Позднее, после того как Марк заверил Мессалину, что ей больше никогда не придется беспокоиться по поводу своих друзей, она возлежала на ложе и лакомилась с Паулиной ломтиками дыни и арбуза. Рабов она отослала. Когда комната опустела, Мессалина сказала подруге:
— С моей стороны было очень глупо говорить такие вещи в парильне пред всеми этими людьми, но сказанное было чистой правдой. Паулина, дорогая, я не могу больше выносить Клавдия, не могу даже стоять с ним рядом.
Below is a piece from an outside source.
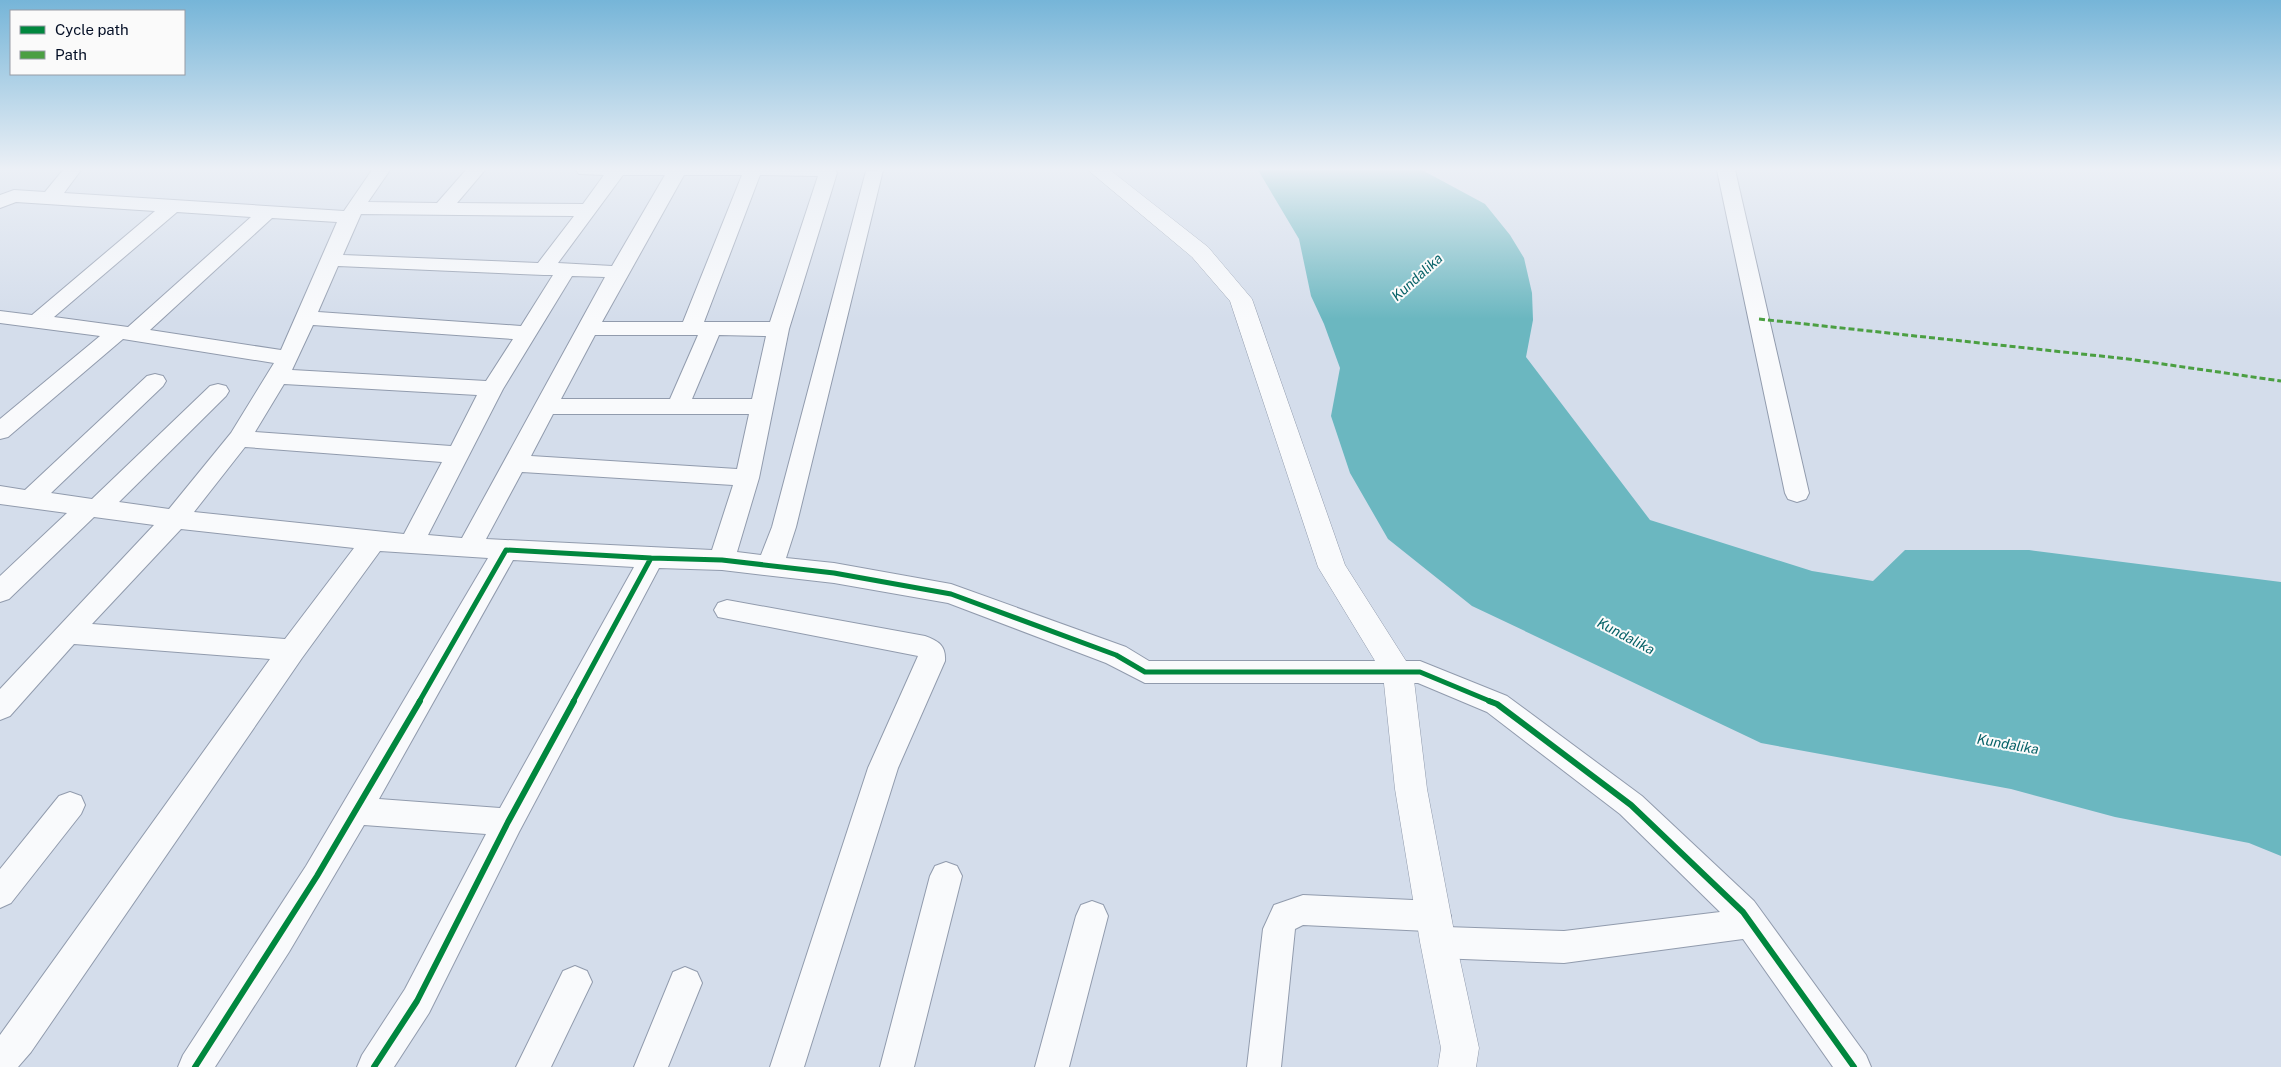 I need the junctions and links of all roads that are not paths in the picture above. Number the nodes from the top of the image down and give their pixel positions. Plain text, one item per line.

Он раздражает меня, его дыхание отдает тухлым мясом, он даже слова произносит так, что я могу понять лишь четверть сказанного, он обливается, когда пьет, роняет еду на тунику, когда ест, а когда касается меня, то у меня мурашки пробегают по спине. А его тело доводит меня до отчаяния! Если бы хоть один раз он подошел ко мне, как настоящий мужчина, не хромая и не шаркая! Я схожу с ума, Паулина. И все чаще и чаще он хочет приходить в мою спальню. Я посылала ему красивых девушек, но каждую ночь он домогается меня!
— Что тебе сообщали девушки? — спросила Паулина.
— Они сказали, что он долго не может возбудиться, а когда ему это наконец удается, то не может продержаться и нескольких минут. Некоторые сказали, что он даже не смог войти в них, так что им пришлось ублажать его руками и ртом, но даже тогда они добивались лишь чего-то, подобного летнему, наполовину высохшему фонтану. Клянусь тебе, Паулина, если он войдет в мою спальню сегодня ночью, то к утру будет мертв.
— Разве ты не можешь остановить его, императрица?
— Как могу я запретить императору, даже если это Клавдий? В старые времена, когда преторианская гвардия делала из него посмешище, — да. Но со времени завоевания Британии он стал уважаемой фигурой. — Она взяла кусок дыни, съела его и вытерла руку о влажное полотенце. — Даже преторианцы приветствуют его, когда он входит в их казармы. Он любит это и потому приходит туда часто.
Она внезапно вздрогнула, словно в комнату ворвался холодный ветер.
— О боги, я так ненавижу и презираю его! Его проблемы с желудком привели к тому, что он стал просто зловонным, я уже не могу быть с ним в одной комнате и даже в одном дворце!
Паулина понимала, что чувствует императрица.
— Но, госпожа, подумайте, что случилось бы, если бы император вдруг умер. Ваши дети слишком малы, а правительницей вам стать никогда не позволят. Сразу начнется сражение за власть, и, кто бы ни победил, вас, ваших детей и вашу мать выгонят из дворца в любом случае. И все вы будете мертвы уже через неделю. Пока ваши дети будут иметь право на престол, преемник Клавдия не позволит им жить. А если вам удастся бежать, то где вы сможете найти убежище?
Женщины замолчали, легли на ложа и, поедая сласти, обдумывали будущее.